#### DATASET RECORDS
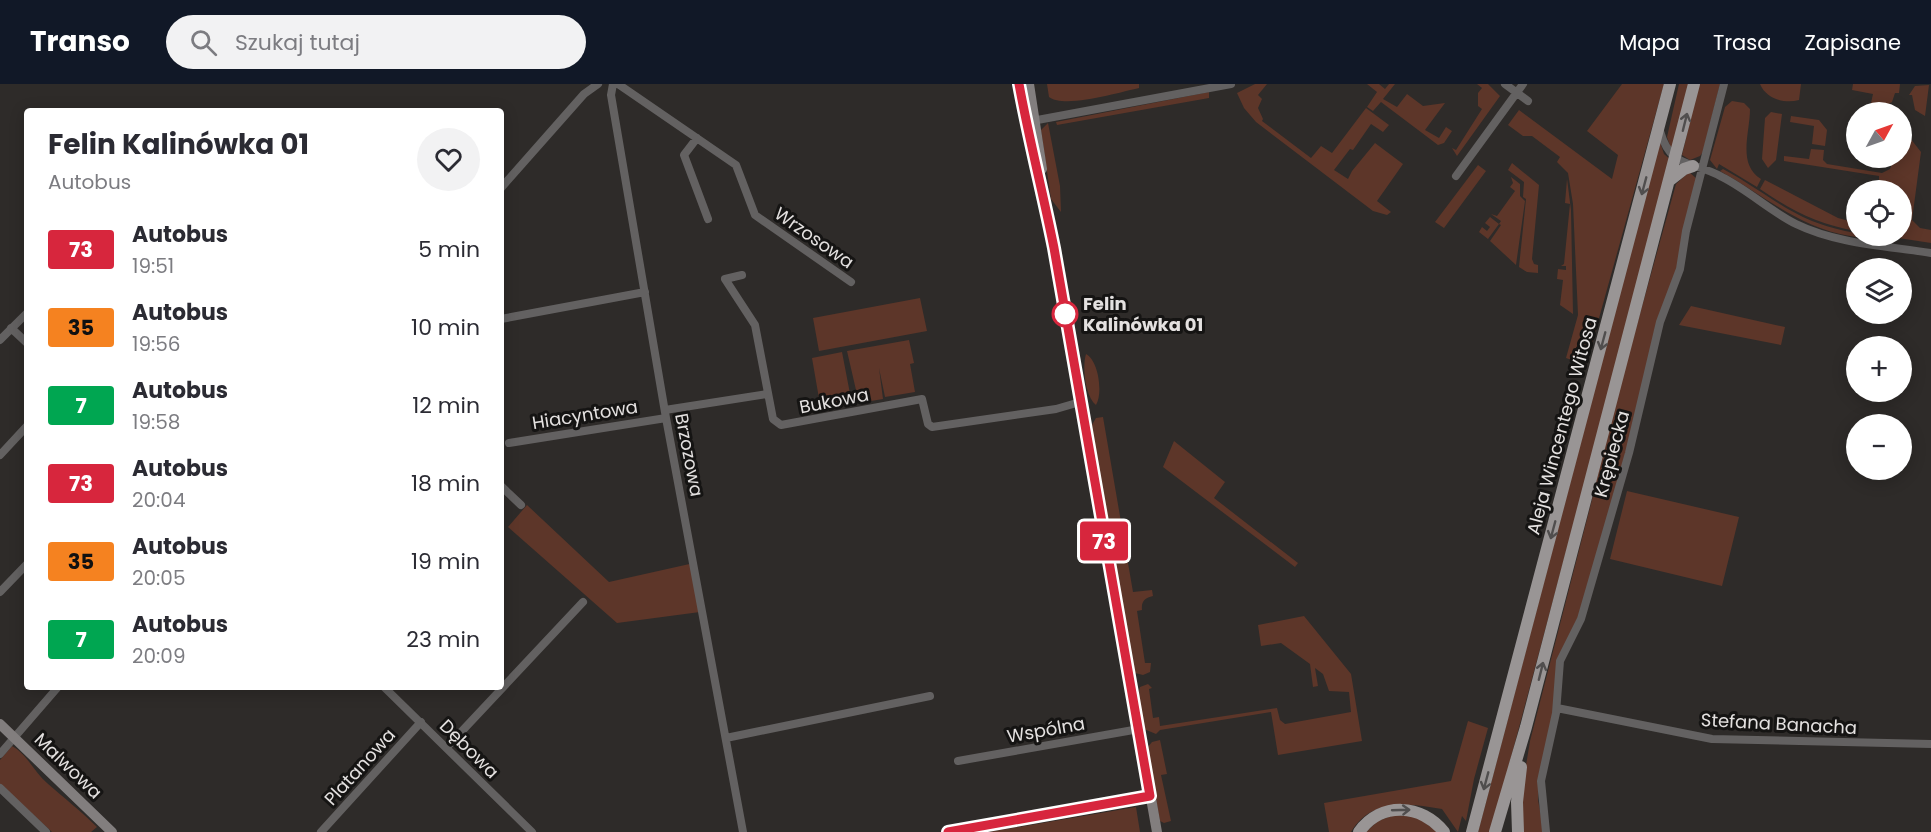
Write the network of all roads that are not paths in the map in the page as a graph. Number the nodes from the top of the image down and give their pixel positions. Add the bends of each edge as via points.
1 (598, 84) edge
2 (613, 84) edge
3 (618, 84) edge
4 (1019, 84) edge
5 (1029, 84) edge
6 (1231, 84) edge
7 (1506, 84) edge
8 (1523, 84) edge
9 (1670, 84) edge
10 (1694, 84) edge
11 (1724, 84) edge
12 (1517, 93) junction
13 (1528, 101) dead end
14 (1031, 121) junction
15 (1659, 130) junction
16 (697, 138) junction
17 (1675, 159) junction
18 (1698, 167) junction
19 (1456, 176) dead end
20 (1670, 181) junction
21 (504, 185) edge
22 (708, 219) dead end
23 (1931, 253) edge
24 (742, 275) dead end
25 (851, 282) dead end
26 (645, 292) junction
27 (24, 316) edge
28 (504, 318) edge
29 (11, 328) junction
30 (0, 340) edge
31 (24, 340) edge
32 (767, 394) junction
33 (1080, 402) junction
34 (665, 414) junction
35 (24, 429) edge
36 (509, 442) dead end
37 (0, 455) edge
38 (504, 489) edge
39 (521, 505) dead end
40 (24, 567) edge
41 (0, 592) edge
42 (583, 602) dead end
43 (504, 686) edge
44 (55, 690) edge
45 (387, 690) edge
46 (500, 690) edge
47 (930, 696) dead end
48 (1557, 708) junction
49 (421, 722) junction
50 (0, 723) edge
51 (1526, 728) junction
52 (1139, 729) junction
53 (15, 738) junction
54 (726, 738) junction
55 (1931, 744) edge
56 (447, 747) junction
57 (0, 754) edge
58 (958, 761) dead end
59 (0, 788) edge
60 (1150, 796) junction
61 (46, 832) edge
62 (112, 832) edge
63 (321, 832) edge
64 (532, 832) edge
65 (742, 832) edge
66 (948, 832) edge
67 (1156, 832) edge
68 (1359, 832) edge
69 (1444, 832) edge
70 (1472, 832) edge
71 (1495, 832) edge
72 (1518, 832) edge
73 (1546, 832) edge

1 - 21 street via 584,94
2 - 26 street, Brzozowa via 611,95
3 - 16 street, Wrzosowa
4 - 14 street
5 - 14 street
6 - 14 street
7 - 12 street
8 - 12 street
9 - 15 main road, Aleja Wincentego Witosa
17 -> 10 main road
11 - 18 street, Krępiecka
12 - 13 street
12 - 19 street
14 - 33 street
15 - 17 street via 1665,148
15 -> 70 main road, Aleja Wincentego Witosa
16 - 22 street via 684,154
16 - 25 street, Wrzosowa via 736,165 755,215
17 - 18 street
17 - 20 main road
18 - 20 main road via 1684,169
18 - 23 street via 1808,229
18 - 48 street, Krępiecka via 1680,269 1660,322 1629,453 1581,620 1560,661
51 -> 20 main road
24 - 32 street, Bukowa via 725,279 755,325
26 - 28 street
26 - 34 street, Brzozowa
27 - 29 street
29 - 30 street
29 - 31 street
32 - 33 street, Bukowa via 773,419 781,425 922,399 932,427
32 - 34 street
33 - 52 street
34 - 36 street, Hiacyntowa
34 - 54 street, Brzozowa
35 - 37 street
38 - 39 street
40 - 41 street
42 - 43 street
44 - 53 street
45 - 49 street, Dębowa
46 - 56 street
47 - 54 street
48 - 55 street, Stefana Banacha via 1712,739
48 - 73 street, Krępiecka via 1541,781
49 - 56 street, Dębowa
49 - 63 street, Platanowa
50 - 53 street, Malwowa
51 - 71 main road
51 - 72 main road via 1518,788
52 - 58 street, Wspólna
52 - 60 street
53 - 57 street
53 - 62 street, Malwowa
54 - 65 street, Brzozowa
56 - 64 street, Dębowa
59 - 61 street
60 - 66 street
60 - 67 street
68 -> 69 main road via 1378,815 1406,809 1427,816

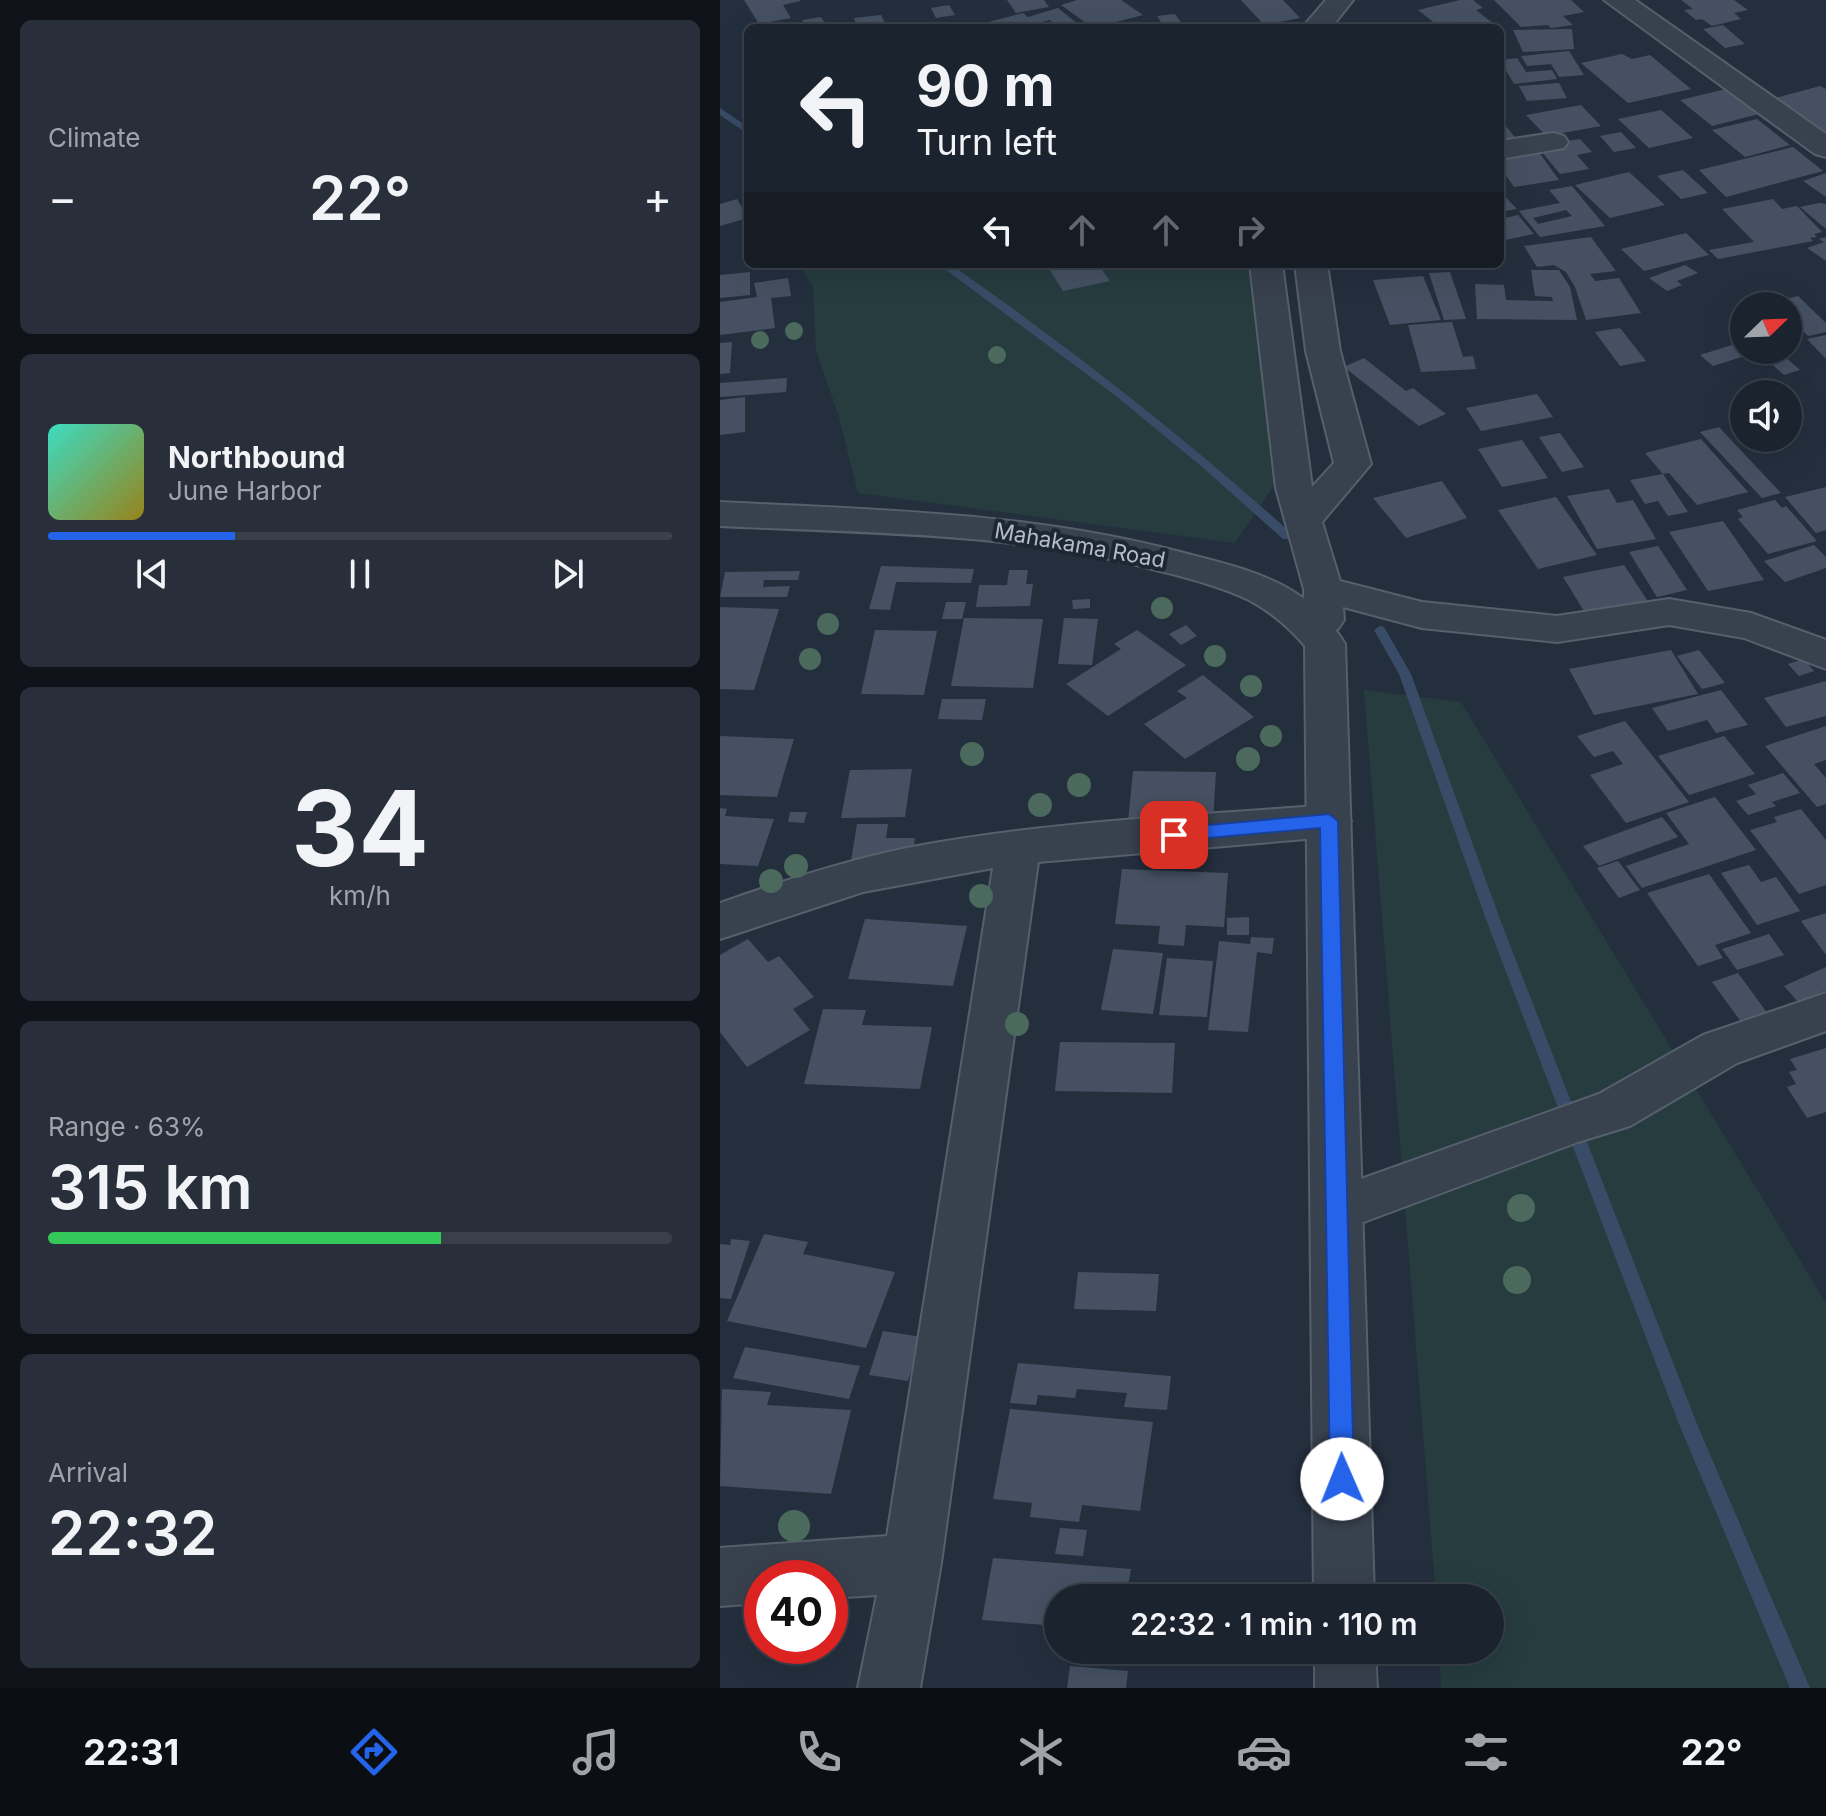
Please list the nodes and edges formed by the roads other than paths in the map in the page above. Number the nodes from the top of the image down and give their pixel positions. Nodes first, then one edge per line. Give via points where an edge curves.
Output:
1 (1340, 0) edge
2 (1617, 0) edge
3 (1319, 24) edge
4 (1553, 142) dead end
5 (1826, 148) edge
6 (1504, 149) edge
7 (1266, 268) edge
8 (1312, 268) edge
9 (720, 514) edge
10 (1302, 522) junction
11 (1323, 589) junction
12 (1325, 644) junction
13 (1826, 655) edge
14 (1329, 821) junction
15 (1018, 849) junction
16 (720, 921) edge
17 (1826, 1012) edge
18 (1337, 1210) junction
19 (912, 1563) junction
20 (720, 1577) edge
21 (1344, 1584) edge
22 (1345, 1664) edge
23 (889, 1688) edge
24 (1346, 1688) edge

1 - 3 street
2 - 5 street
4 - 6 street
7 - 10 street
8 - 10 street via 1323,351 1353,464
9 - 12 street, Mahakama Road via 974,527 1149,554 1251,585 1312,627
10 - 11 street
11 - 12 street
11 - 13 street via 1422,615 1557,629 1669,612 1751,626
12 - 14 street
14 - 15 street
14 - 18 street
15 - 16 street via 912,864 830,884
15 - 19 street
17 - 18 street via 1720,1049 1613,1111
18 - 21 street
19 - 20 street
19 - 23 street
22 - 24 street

#### WORK TASK
When a line holds the string "Aleja", pull it out of the listing.

#### EXERCISE OUTPUT
9 - 15 main road, Aleja Wincentego Witosa
15 -> 70 main road, Aleja Wincentego Witosa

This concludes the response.